> [Task requirements]:
A line belongs in the answer if it contains "hand"; copy every such line from the entries below.

Data excerpts
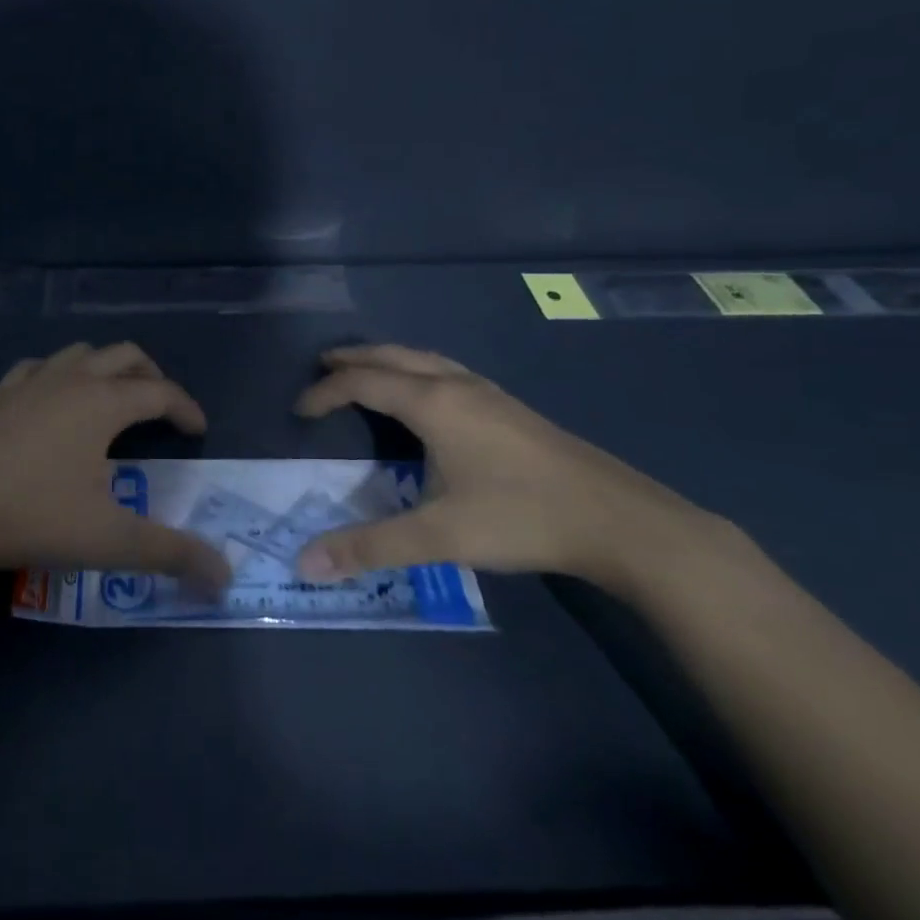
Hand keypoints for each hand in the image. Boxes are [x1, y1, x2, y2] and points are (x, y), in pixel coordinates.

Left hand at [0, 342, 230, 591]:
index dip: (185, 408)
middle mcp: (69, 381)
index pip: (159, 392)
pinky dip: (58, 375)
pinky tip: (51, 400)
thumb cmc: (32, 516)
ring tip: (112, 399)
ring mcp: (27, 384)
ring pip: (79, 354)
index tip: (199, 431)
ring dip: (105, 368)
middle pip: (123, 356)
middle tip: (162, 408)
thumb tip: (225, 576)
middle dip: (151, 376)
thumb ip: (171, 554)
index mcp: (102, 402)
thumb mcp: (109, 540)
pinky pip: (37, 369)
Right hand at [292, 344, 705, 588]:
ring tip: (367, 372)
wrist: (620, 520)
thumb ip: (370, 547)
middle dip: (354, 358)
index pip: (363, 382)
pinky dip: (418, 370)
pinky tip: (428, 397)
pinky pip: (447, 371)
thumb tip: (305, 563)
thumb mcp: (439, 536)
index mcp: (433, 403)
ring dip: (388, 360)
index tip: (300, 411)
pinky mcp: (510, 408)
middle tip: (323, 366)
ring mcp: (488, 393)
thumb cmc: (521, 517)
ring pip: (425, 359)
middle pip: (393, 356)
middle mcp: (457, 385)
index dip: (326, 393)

> [Problem solution]:
Hand keypoints for each hand in the image. Boxes are [x1, y1, x2, y2] and points are (x, y), in pixel coordinates.
Left hand at [0, 342, 230, 591]:
Right hand at [292, 344, 705, 588]:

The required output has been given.